Le géant français des cosmétiques L'Oréal a annoncé mercredi une collaboration de recherche exclusive avec une start-up de Gironde, Poietis, dans l'espoir de parvenir un jour à produire des cheveux in vitro, à l'aide d'un procédé novateur de fabrication additive.

Impression 3D. La technologie mise au point par Poietis, l'impression 3D de tissus biologiques assistée par laser, "pourrait aboutir à l'obtention d'un follicule fonctionnel capable de produire du cheveu, c'est en tout cas l'ambition de L'Oréal et Poietis", selon un communiqué des deux sociétés. Les termes financiers de leur partenariat n'ont pas été divulgués.

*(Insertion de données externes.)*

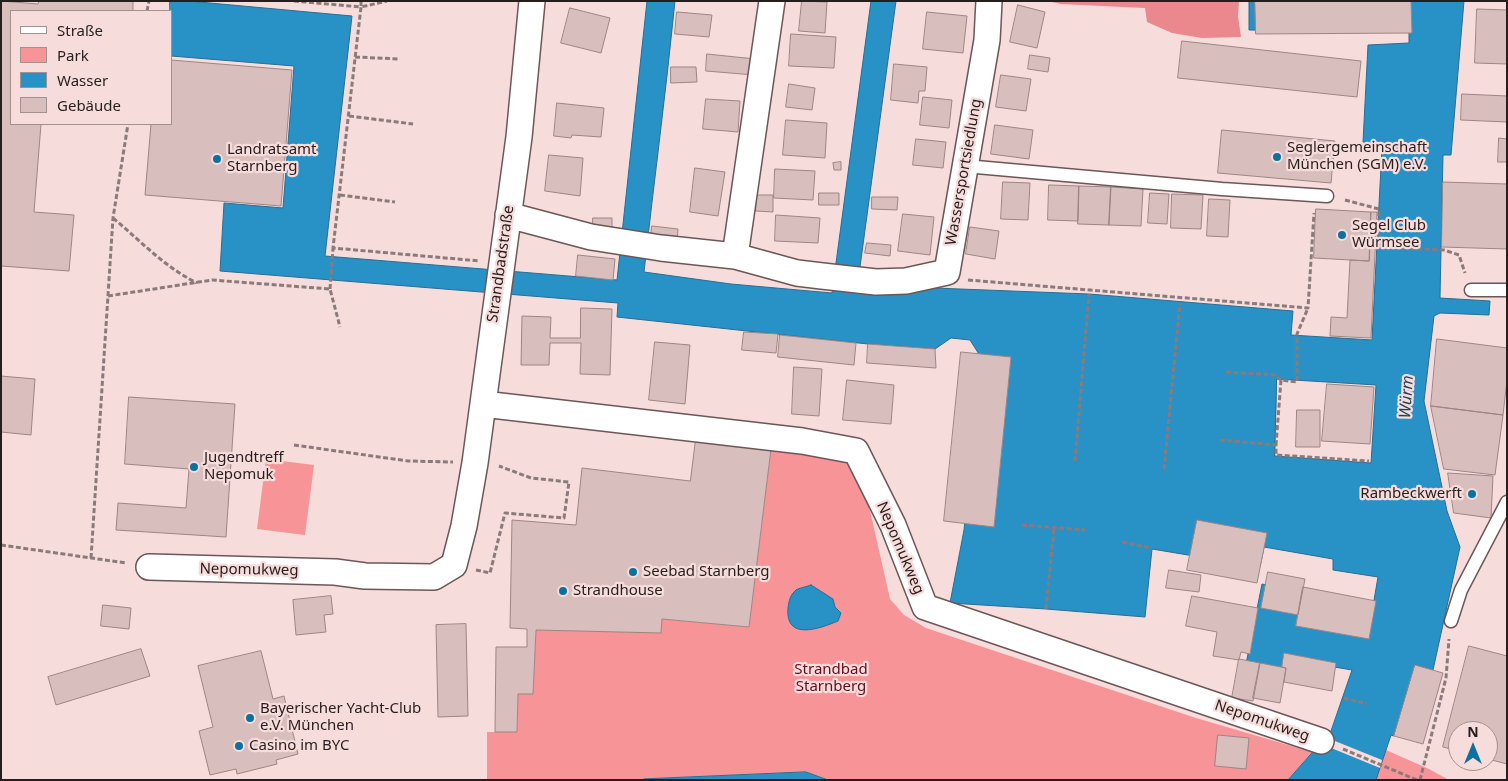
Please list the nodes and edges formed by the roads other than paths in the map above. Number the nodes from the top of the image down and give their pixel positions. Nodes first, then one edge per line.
1 (532, 1) edge
2 (772, 1) edge
3 (989, 1) edge
4 (965, 166) junction
5 (1321, 195) road end
6 (508, 215) junction
7 (735, 256) junction
8 (1471, 290) dead end
9 (1507, 290) edge
10 (483, 404) junction
11 (1507, 502) edge
12 (454, 565) joint
13 (148, 567) road end
14 (1451, 620) road end
15 (1321, 741) dead end

1 - 6 street, Strandbadstraße
2 - 7 street
3 - 4 street, Wassersportsiedlung
4 - 5 lane
4 - 7 street, Wassersportsiedlung
6 - 7 street
6 - 10 street, Strandbadstraße
8 - 9 lane
10 - 12 street, Strandbadstraße
10 - 15 street, Nepomukweg
11 - 14 lane
12 - 13 street, Nepomukweg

Le follicule pileux, qui fabrique le cheveu, est un organe particulièrement complexe, de part sa structure, composée de 15 types cellulaires différents, et de son fonctionnement cyclique, explique L'Oréal. Produire des cheveux in vitro permettrait à L'Oréal de tester sur ces derniers des molécules innovantes, par exemple pour de futurs shampoings, et d'augmenter ses connaissances dans les processus de la pousse, du vieillissement et de la chute des cheveux.

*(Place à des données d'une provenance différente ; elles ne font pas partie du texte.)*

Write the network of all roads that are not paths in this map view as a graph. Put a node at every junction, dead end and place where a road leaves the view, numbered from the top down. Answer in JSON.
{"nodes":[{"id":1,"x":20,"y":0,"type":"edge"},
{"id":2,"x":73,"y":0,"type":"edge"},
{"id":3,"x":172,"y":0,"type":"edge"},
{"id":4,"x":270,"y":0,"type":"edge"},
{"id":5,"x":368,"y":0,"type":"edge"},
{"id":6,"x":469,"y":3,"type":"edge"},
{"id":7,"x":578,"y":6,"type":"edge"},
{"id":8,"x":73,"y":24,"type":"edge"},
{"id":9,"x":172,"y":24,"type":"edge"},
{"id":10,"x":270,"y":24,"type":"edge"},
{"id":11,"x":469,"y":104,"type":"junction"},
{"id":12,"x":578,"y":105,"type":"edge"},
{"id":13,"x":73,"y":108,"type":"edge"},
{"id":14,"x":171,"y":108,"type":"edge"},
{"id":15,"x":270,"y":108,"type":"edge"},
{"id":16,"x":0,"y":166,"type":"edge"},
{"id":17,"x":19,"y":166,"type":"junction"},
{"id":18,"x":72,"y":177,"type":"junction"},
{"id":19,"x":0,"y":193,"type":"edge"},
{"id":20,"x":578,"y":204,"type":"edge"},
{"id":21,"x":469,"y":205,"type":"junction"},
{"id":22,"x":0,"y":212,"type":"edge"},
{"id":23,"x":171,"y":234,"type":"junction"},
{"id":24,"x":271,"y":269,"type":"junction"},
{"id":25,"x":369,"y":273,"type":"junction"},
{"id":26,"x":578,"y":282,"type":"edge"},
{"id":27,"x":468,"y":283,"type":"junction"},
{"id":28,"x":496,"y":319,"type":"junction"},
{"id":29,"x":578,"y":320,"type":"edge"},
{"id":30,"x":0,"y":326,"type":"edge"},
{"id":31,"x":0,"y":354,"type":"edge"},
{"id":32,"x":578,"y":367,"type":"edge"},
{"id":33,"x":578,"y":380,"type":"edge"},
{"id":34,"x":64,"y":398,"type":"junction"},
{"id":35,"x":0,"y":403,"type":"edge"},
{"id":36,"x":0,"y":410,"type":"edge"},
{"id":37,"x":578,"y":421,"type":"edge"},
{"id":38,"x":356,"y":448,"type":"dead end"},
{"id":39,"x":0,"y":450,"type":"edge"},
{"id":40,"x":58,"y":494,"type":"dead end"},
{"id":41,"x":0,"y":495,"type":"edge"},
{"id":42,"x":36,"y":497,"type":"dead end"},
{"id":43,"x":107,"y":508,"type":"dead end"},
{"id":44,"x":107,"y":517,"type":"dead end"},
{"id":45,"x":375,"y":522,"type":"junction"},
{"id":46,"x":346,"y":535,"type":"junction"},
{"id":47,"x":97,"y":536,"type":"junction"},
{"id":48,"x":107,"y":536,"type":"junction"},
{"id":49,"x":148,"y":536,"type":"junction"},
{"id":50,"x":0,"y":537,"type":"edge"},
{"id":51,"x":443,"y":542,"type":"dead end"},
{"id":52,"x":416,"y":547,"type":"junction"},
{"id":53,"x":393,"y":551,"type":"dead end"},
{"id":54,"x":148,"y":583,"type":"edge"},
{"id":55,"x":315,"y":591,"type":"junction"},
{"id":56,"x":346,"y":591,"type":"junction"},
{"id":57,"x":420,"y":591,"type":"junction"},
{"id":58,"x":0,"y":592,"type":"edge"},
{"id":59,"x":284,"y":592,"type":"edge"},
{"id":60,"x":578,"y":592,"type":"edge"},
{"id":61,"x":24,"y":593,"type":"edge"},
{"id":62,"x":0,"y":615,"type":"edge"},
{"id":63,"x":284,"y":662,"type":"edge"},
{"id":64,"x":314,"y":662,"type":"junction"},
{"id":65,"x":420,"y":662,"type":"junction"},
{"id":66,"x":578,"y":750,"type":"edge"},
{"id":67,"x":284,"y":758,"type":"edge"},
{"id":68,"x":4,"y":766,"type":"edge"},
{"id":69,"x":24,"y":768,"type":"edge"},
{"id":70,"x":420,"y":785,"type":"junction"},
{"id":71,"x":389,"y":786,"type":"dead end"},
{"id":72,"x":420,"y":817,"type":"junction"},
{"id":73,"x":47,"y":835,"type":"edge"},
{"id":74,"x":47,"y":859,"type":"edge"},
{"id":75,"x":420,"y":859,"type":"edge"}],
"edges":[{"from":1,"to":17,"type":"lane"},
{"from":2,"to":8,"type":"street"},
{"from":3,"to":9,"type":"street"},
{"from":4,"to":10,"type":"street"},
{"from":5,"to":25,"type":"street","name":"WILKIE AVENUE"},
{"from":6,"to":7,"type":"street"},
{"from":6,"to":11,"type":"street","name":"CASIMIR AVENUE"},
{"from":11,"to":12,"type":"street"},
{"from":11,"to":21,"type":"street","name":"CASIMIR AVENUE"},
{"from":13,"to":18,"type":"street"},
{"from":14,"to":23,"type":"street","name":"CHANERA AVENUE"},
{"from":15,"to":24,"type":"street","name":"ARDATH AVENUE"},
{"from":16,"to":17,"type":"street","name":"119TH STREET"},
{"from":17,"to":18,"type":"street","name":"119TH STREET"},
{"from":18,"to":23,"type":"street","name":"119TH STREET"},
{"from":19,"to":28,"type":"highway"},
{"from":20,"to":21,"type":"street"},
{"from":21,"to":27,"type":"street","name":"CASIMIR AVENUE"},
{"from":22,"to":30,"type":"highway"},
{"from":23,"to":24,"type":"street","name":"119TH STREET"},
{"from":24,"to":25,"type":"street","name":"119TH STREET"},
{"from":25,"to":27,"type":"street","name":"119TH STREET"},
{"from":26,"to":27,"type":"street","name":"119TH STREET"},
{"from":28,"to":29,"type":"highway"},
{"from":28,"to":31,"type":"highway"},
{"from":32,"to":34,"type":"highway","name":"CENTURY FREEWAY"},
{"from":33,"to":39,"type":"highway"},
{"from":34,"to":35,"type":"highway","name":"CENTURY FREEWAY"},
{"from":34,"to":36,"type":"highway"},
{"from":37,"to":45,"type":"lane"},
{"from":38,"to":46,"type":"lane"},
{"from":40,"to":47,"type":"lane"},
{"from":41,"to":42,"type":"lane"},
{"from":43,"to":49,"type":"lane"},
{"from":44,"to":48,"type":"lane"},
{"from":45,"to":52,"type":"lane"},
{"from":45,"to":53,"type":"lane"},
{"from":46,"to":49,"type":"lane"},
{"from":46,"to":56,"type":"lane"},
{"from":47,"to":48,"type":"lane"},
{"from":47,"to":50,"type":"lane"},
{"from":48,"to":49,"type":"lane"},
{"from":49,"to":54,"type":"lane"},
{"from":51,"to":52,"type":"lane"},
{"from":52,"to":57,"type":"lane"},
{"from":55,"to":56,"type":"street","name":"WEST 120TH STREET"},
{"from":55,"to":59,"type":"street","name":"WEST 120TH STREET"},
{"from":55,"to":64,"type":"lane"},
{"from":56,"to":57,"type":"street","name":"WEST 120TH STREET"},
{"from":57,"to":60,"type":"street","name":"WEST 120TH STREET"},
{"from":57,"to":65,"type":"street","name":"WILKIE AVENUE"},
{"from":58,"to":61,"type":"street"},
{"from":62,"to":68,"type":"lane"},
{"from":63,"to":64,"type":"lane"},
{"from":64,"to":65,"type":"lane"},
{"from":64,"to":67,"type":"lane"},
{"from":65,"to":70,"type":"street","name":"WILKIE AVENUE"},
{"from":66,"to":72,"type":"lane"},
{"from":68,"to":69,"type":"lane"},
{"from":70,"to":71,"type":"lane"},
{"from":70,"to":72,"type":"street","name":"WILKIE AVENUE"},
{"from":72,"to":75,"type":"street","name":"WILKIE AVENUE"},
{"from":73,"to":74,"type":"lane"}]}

L'Oréal habitué aux technologies de culture cellulaire. L'Oréal maîtrise déjà des technologies de culture cellulaire pour produire des échantillons de peau reconstruite, afin de tester des nouveaux produits dermo-cosmétiques. Cependant Poietis est pionnier de la bio-impression 3D par laser, permettant de fabriquer, couche par couche, des tissus biologiques avec une résolution et une précision microscopiques. Fondée en 2014 à Pessac, près de Bordeaux, par un ancien chercheur de l'Institut national de santé et de recherche médicale (Inserm), Poietis a déjà conclu en 2015 un accord de recherche-développement dans le domaine des peaux reconstruites avec le géant allemand de la chimie BASF, fournisseur d'ingrédients pour l'industrie cosmétique.